Exercise goal:
The answer is every line of the records that holds the word "nodes", copied in full.

Dataset records:
* * *
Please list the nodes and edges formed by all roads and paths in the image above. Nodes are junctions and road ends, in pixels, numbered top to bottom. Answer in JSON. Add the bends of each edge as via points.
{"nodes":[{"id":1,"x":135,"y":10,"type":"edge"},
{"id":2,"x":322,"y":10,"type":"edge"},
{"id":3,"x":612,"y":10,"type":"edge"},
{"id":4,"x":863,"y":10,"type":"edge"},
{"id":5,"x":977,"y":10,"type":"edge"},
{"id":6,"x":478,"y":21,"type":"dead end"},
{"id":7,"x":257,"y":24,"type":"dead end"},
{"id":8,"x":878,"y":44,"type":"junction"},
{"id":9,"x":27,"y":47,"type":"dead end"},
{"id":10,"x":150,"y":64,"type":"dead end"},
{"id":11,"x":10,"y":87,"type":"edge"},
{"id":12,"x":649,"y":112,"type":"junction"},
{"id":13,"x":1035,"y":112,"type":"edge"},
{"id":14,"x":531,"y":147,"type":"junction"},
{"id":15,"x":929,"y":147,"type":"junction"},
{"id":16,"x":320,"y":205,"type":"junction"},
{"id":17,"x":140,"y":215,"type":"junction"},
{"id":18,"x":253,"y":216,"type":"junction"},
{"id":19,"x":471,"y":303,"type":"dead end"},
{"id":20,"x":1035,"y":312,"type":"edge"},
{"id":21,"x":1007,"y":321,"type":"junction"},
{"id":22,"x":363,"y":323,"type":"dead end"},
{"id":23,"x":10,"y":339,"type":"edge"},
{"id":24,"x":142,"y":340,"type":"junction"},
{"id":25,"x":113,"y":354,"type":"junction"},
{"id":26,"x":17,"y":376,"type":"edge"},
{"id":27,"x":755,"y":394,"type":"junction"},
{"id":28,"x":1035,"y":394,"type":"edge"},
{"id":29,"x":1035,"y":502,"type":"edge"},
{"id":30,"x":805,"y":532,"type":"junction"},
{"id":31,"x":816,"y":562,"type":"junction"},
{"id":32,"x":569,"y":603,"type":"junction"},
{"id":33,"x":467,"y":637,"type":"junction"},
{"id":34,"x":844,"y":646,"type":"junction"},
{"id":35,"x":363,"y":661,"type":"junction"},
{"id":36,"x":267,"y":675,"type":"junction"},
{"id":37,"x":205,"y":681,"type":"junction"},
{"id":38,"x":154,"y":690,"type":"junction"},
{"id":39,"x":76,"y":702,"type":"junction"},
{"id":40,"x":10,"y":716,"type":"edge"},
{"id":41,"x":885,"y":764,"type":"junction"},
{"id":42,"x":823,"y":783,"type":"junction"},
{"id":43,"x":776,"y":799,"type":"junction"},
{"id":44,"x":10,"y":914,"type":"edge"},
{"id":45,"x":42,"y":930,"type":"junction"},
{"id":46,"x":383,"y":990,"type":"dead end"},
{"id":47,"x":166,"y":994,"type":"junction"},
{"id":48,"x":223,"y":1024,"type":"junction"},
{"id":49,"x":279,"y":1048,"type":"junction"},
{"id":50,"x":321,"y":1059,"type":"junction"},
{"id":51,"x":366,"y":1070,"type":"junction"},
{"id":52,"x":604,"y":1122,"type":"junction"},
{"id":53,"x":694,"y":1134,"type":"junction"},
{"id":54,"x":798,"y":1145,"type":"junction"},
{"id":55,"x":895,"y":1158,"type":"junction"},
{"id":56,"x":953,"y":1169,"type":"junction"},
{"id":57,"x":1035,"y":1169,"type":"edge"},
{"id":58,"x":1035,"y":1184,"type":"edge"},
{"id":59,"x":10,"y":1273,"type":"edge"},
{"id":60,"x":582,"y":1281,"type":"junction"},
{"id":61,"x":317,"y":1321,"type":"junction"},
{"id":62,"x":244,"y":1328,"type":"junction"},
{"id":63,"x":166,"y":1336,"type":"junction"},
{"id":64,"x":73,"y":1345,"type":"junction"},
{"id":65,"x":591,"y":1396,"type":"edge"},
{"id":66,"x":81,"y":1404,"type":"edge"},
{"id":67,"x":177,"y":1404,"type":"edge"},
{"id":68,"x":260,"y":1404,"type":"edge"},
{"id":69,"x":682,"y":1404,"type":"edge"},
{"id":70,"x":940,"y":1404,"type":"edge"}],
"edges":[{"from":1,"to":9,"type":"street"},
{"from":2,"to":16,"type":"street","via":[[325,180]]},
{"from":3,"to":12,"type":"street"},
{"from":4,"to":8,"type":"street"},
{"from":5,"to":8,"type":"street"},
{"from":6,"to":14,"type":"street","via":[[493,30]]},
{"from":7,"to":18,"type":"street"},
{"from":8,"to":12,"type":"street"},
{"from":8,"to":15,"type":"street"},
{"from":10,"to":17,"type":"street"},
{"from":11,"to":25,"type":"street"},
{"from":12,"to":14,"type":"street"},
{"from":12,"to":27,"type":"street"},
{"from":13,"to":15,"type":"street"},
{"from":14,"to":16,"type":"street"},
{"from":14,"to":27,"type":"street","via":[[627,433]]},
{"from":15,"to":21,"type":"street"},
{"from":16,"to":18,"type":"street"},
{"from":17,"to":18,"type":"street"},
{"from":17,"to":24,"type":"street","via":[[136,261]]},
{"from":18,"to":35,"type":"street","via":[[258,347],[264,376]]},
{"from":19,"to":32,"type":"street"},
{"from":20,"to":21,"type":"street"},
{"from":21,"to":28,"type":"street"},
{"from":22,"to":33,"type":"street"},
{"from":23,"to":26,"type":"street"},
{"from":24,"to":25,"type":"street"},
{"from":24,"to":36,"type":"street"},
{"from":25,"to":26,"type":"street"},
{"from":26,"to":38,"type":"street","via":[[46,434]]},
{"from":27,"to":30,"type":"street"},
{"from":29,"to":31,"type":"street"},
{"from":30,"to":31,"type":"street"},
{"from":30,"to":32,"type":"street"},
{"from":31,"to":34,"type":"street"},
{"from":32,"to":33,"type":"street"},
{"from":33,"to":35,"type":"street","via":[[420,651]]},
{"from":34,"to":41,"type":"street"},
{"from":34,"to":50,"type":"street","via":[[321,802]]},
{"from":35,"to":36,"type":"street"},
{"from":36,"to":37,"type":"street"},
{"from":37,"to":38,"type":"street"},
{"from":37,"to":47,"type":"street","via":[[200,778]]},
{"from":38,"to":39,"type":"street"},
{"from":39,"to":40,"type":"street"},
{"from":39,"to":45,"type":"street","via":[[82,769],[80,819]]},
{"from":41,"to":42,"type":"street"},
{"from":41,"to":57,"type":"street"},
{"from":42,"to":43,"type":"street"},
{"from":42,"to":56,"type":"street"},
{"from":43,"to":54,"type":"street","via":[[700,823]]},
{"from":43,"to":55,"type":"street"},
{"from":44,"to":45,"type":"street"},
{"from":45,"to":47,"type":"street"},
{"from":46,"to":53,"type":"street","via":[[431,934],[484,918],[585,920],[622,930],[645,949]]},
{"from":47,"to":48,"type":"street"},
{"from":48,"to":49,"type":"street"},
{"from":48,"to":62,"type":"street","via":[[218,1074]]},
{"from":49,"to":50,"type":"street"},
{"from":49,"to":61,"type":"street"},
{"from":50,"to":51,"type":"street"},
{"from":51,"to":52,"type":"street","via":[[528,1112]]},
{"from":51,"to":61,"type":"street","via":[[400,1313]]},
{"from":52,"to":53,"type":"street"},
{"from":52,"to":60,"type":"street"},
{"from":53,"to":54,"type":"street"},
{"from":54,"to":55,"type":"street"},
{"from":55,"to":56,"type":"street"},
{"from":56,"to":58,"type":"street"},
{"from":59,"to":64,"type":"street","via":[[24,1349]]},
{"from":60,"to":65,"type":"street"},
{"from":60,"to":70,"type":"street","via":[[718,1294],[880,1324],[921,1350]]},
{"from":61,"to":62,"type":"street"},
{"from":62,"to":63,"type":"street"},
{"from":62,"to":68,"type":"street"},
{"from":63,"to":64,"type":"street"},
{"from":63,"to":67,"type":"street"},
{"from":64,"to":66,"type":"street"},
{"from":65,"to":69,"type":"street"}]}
* * *
Output for this exercise:
Please list the nodes and edges formed by all roads and paths in the image above. Nodes are junctions and road ends, in pixels, numbered top to bottom. Answer in JSON. Add the bends of each edge as via points.
{"nodes":[{"id":1,"x":135,"y":10,"type":"edge"},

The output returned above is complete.